Brief.
From the records below, return every line containing the word "乾溪東路".

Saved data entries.
• • • • •

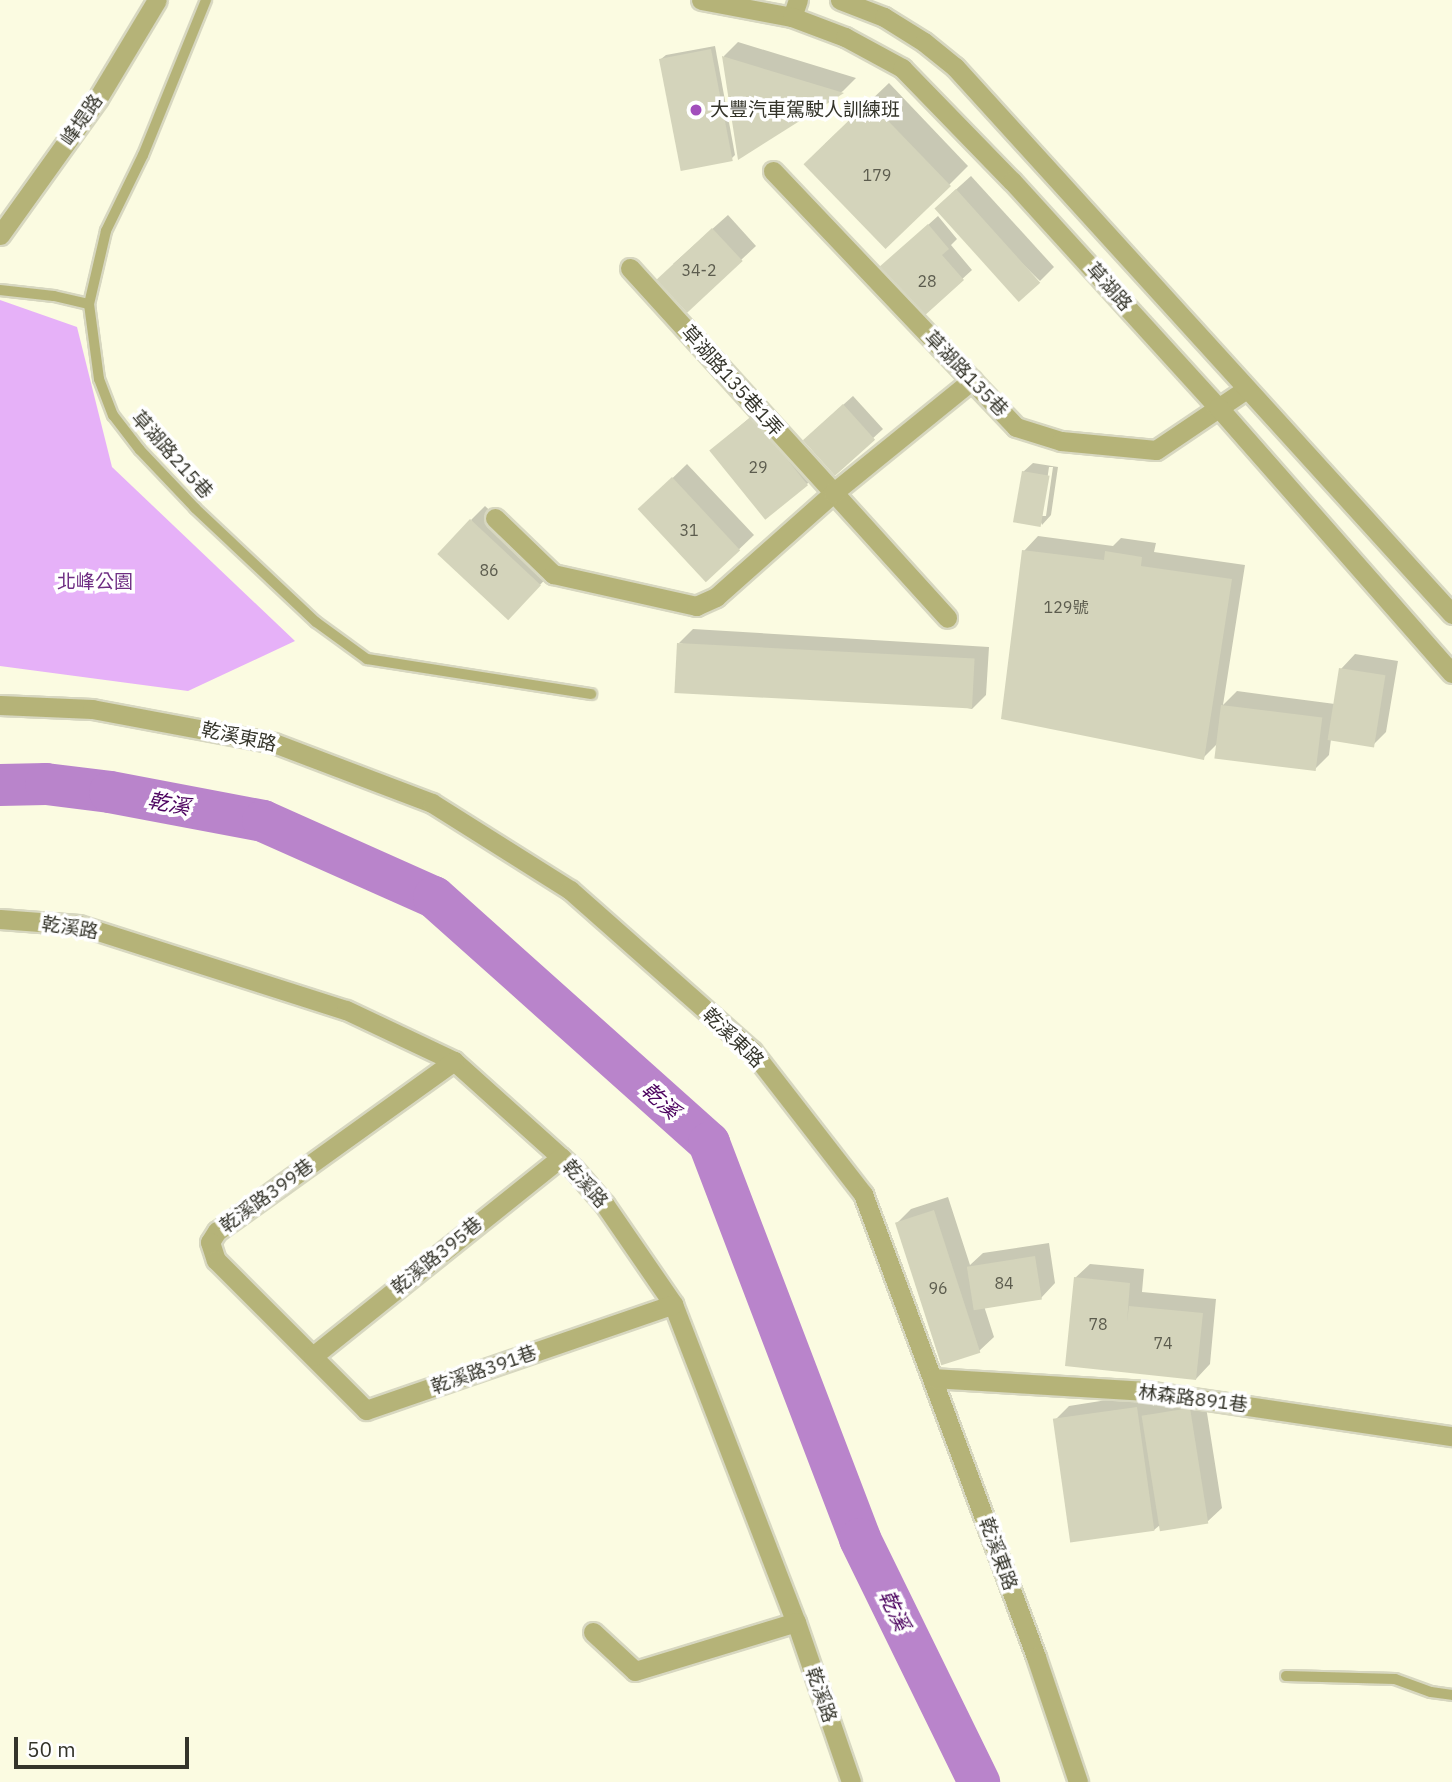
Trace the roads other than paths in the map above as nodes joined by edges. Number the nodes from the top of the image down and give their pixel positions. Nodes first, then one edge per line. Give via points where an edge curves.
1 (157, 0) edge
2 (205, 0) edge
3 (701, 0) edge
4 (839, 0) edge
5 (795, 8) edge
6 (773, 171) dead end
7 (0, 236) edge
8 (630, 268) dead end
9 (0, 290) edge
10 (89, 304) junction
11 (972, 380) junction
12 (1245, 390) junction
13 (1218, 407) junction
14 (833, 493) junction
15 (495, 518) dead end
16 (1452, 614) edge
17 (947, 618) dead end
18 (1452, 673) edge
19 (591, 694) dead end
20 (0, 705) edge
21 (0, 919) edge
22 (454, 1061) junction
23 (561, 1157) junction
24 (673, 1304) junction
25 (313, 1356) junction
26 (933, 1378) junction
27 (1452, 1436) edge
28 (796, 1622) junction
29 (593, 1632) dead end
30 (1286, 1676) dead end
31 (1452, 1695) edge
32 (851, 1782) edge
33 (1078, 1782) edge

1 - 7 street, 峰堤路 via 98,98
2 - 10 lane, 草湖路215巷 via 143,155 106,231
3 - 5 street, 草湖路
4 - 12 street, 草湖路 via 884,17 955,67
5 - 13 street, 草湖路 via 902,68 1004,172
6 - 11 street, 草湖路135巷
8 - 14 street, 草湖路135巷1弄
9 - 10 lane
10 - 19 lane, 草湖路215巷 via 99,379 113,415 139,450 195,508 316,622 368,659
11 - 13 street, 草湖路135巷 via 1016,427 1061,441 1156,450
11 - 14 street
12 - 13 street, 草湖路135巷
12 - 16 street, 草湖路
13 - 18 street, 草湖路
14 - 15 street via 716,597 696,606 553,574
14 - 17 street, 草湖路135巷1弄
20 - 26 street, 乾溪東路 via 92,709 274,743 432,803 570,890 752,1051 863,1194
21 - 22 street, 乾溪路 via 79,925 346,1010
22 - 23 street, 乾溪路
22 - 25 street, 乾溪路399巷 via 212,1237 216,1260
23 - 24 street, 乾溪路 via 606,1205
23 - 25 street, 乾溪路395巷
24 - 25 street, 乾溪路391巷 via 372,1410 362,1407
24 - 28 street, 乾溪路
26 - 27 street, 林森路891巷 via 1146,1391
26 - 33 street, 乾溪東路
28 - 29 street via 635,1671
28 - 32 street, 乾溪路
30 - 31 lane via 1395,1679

• • • • •

Response area.
20 - 26 street, 乾溪東路 via 92,709 274,743 432,803 570,890 752,1051 863,1194
26 - 33 street, 乾溪東路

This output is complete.